▶ [TASK INSTRUCTIONS]
Print the line containing "index tip: (558, 310)" and every later line of the records. Keep each one exactly as given, ending with the last.

▶ [INPUT FOR THIS TASK]
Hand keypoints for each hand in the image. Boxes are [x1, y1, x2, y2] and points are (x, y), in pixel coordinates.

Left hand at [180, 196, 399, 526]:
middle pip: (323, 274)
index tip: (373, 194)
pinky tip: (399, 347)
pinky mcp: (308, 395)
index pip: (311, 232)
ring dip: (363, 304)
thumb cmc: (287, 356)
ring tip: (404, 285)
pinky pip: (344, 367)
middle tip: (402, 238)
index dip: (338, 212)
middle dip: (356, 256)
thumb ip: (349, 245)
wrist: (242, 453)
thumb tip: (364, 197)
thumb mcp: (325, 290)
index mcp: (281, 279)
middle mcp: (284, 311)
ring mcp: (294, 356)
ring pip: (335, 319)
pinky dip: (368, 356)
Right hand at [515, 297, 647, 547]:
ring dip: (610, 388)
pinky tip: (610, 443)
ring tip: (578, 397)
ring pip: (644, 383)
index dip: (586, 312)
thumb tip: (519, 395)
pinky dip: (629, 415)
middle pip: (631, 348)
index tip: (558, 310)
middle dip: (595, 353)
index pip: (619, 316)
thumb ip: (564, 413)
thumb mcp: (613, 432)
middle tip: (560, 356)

▶ [YOUR RESPONSE]
index tip: (558, 310)
middle dip: (595, 353)
index pip: (619, 316)
thumb ip: (564, 413)
thumb mcp: (613, 432)
middle tip: (560, 356)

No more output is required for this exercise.